Um diesen Risiken rechtzeitig zu begegnen, sei neben dem Einsatz von finanzpolitischen und wirtschaftlichen sowie sozialen Instrumenten zur Bewältigung der Krise eine Initiative zur Stärkung des demokratischen Zusammenhalts ein wichtiger Baustein politischen Handelns.

Mit dem Aktionsplan „Wir sind Niedersachsen. Für Vielfalt. Gegen Rassismus.“ wollte die Landesregierung ein Zeichen setzen und den gesellschaftlichen Zusammenhalt bei der Bewältigung der Krise nachhaltig festigen.

Anrede,

heute wissen wir, wie realistisch die damalige Einschätzung der Staatskanzlei war.

Ich halte fest: Es gibt keine Alternative zu dem zivilgesellschaftlich initiierten Aktionsplan.

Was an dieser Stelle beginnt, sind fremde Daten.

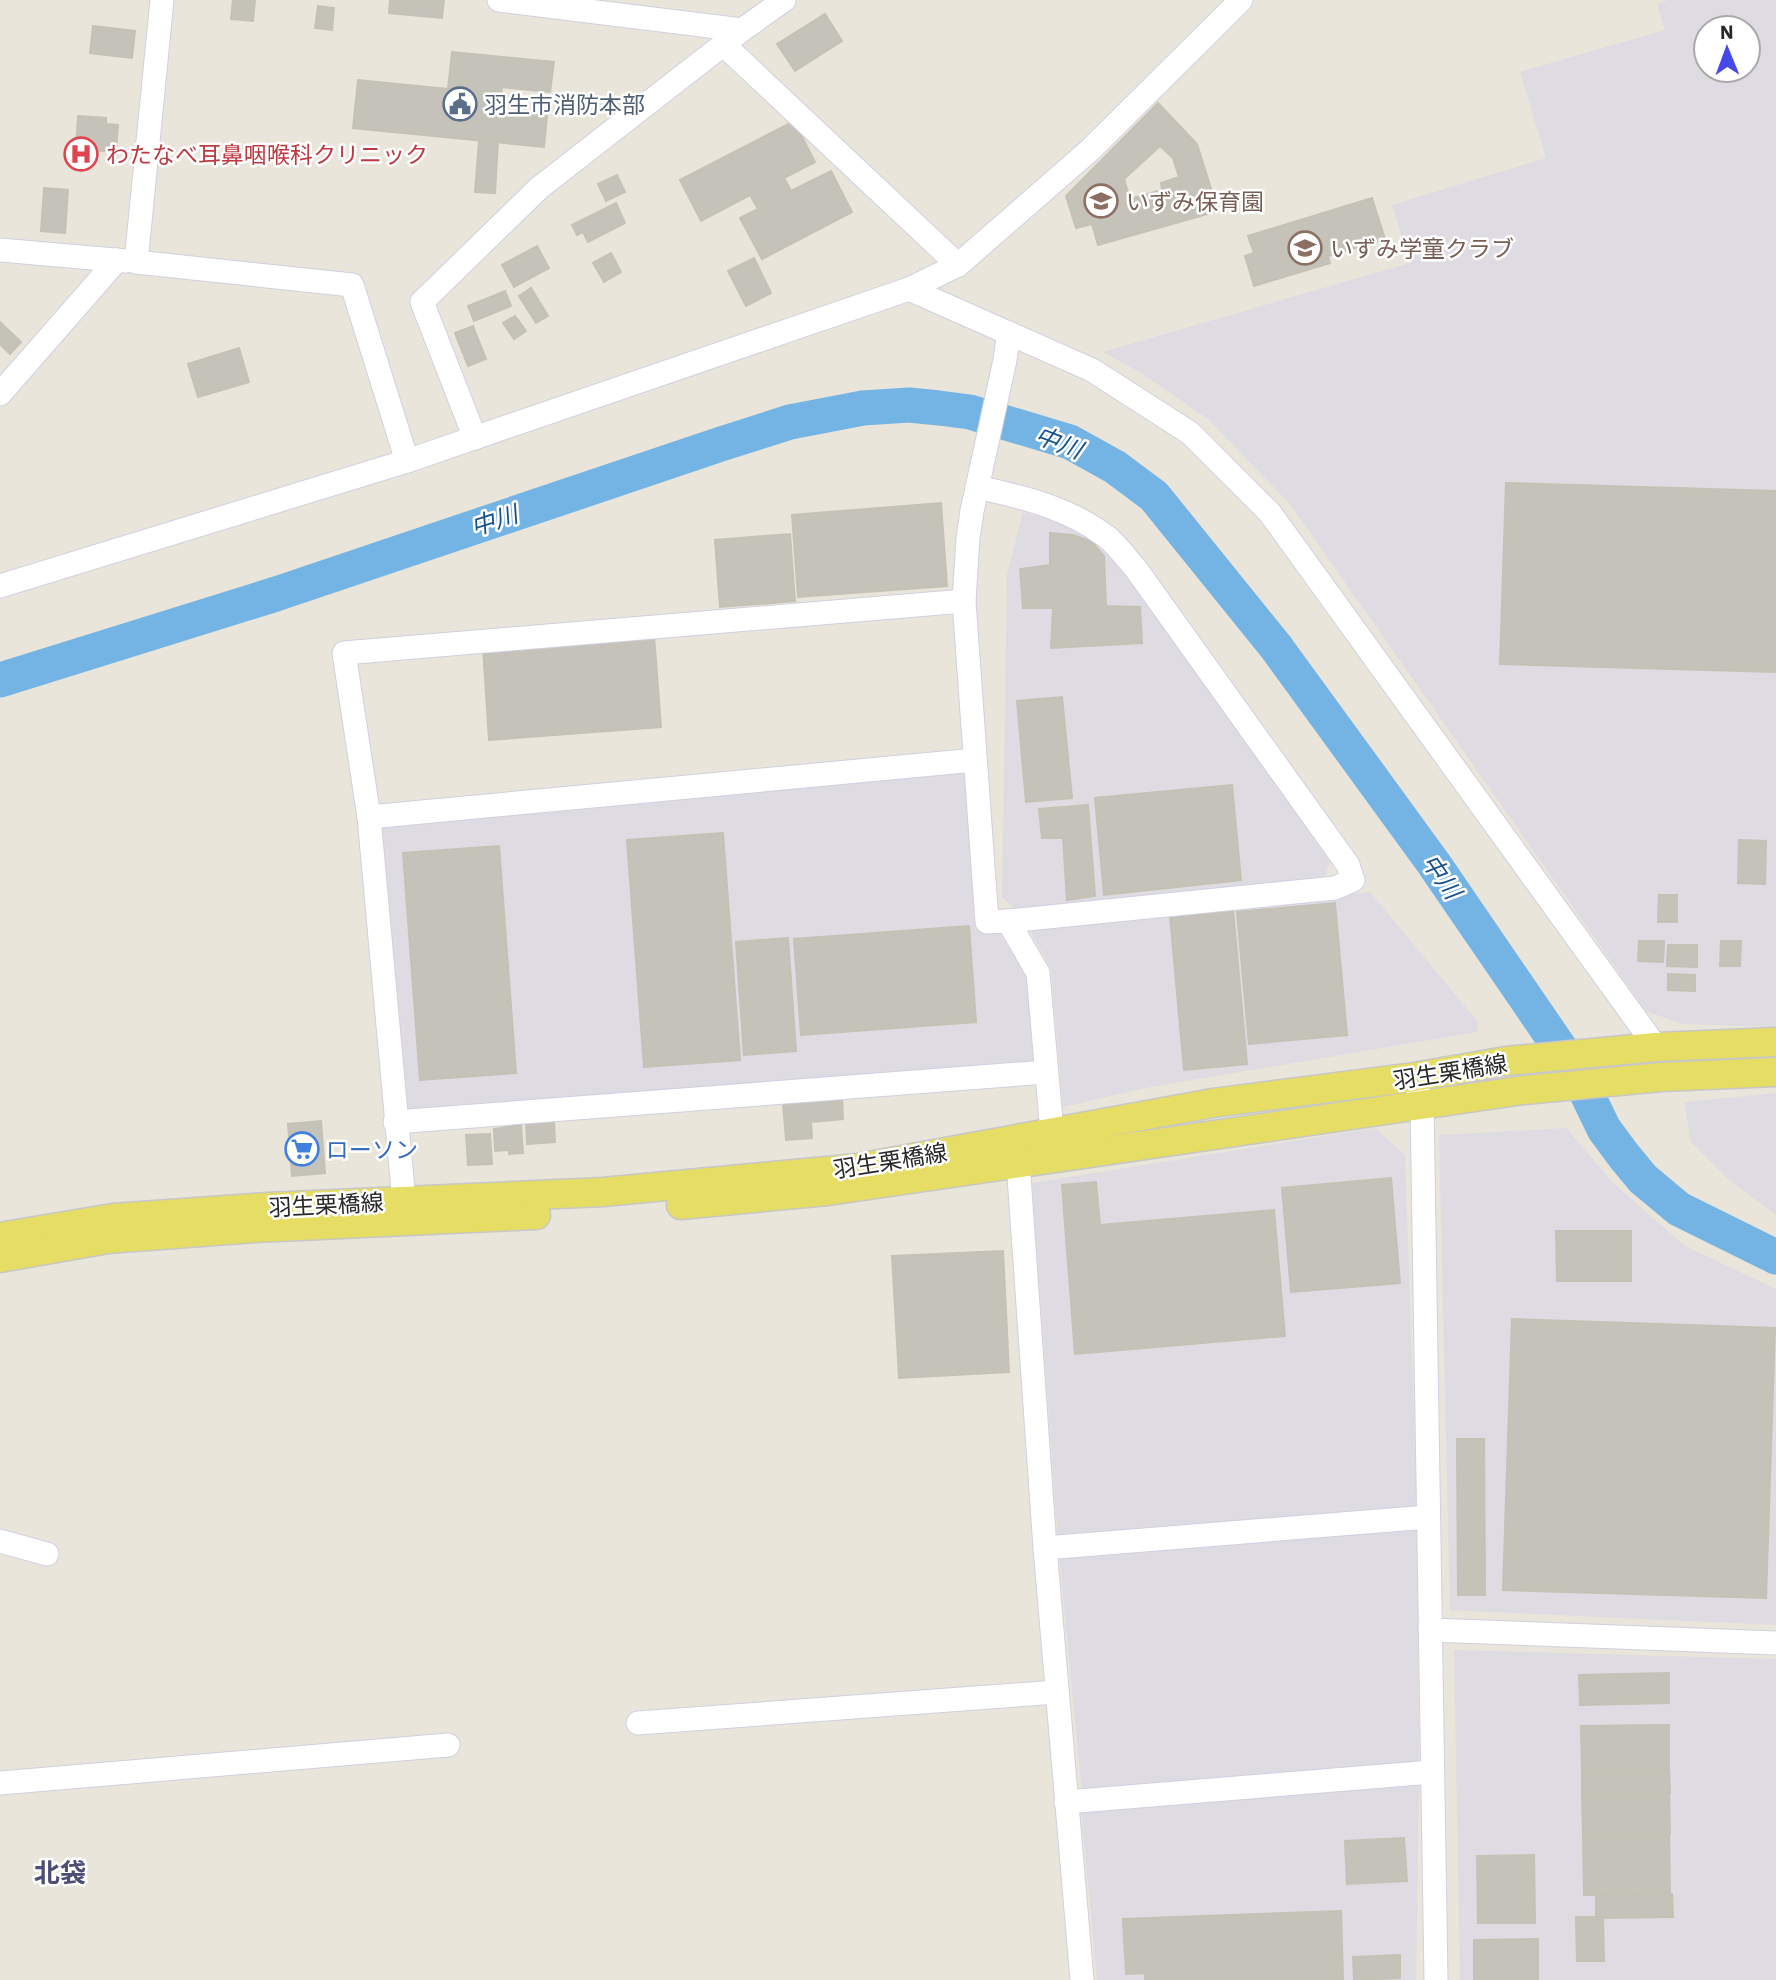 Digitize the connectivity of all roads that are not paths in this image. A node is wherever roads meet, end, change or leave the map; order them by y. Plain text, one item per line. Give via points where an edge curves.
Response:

Diese Landesregierung muss sich in diesem Zusammenhang den Zielen des Maßnahmenkatalogs der Bundesregierung zur Bekämpfung von Rechtsextremismus und Rassismus verpflichten und diese auch auf Landesebene in Niedersachsen verfolgen.

Der Bund hat Gelder aufgrund des durch die Bundesregierung verabschiedeten „Maßnahmenkatalogs des Kabinettausschusses zur Bekämpfung von Rechtsextremismus und Rassismus“ bereitgestellt.

Diese werden an die Länder fließen. Auch sie sind für die Stärkung der Gesellschaft zur Förderung von Initiativen gegen Rassismus und Rechtsextremismus sowie zur Betroffenenunterstützung zu verwenden.

Wir fordern die Landesregierung auf, den Landtag frühzeitig in die Planungen zur Verwendung dieser Mittel und zur Aufstellung von Förderrichtlinien einzubeziehen.